Hacker Discovers Usable Battery Capacity For Multiple Versions Of Model S & X

4 months ago by Steven Loveday 48

Tesla Model S Chassis Cutaway

Tesla Model S Chassis Cutaway

Technology hacker, Jason Hughes, has been able to gain access to Tesla’s battery management system. He discovered some very interesting information about the “actual” battery capacity of various Tesla models, as well as the “usable” capacity.

Tesla Battery Pack Teardown

Tesla Battery Pack Teardown

Hughes has hacked into the batteries in the past, but only by doing an actual teardown of the battery itself.

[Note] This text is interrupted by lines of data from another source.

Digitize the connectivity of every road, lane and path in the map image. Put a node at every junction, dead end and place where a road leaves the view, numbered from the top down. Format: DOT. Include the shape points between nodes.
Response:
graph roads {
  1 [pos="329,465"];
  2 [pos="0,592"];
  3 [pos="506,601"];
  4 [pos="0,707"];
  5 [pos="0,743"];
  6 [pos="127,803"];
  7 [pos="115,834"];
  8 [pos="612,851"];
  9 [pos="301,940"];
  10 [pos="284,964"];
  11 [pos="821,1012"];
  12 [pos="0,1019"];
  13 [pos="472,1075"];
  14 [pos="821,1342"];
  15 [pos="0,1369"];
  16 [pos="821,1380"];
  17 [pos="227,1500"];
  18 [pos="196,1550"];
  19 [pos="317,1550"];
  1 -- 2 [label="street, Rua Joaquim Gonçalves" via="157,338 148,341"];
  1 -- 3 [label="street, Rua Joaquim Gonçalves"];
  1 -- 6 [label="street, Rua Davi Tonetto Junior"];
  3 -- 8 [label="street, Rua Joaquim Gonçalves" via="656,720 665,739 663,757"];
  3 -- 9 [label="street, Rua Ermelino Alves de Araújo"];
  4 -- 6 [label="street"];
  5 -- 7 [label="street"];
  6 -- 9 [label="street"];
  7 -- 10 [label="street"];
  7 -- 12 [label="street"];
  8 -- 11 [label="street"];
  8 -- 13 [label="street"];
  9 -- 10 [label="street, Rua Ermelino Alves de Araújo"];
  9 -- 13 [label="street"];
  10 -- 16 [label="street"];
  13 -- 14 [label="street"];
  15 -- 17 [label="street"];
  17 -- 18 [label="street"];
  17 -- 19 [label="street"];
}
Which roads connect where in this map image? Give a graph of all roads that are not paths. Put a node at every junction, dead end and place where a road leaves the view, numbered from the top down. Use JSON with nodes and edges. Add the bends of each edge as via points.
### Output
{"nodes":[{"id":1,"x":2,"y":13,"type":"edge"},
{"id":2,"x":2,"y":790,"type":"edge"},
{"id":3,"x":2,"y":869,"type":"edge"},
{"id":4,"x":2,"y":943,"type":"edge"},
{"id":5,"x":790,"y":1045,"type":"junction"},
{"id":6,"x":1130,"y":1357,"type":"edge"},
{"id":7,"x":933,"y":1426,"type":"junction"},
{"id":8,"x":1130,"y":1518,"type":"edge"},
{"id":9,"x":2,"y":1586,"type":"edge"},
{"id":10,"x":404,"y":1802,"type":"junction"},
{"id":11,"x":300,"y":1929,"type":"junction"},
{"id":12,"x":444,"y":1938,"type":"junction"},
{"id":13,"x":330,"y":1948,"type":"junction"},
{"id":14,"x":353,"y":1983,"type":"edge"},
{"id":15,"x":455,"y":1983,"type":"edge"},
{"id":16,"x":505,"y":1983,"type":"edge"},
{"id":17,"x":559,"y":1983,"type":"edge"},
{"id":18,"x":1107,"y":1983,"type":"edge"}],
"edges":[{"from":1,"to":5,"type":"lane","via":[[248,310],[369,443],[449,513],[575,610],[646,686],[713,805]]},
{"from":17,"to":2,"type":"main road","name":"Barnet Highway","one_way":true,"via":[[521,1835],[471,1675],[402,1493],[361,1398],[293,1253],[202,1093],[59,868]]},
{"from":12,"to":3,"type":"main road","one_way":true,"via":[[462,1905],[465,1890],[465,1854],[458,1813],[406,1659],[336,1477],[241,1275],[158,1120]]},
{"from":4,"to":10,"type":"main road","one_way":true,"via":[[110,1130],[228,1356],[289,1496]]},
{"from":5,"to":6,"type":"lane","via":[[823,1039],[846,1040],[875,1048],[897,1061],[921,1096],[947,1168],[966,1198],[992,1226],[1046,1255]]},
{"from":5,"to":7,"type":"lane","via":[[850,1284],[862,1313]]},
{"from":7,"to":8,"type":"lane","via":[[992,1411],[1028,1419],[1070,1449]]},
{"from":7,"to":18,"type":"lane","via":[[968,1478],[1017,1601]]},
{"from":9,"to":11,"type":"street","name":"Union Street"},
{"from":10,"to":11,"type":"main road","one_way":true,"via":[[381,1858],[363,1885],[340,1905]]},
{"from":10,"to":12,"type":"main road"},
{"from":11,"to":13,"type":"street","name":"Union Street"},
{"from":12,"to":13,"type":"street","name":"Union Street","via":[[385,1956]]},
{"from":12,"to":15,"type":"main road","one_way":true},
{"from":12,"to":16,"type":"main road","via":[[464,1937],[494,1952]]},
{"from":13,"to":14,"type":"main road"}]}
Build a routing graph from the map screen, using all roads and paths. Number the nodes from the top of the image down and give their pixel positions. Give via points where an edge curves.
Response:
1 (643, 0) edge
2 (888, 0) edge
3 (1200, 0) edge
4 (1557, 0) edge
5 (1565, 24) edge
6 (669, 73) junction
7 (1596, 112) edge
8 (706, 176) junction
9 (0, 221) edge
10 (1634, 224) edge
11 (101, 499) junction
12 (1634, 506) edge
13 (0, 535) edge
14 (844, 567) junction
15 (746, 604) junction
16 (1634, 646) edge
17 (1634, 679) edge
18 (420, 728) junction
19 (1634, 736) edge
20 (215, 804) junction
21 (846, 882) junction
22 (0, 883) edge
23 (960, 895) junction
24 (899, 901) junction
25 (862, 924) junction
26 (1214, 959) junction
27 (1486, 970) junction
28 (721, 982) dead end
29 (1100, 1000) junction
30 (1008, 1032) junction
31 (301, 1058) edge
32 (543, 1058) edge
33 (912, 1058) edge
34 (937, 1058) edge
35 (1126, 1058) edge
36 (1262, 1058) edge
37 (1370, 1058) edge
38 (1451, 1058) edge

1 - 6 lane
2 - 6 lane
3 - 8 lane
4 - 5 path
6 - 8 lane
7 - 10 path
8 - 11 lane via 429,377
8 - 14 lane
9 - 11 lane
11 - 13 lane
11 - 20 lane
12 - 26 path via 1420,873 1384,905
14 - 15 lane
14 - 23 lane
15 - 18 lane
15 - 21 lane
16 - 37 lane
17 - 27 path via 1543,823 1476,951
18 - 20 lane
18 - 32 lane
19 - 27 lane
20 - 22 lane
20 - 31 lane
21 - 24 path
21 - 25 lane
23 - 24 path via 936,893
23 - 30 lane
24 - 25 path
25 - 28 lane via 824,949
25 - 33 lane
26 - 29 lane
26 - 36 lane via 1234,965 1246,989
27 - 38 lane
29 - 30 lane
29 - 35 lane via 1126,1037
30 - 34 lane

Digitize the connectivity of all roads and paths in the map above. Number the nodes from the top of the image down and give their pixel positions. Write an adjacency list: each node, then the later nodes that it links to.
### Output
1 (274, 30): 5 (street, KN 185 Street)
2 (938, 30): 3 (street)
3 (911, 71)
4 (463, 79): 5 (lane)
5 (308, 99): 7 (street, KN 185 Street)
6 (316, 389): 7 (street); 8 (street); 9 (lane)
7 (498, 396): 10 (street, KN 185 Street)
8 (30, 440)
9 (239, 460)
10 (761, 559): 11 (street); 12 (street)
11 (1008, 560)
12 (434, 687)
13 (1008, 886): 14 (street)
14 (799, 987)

This gave Hughes a very good idea, and made him aware that the batteries aren’t necessarily exactly as advertised (due to rounding). He also came to the conclusion that usable capacities differ from model to model, and don’t follow a strict percentage.

However, this new data that Hughes has been able to gather, should be much more accurate, since it comes directly from Tesla’s battery management system software.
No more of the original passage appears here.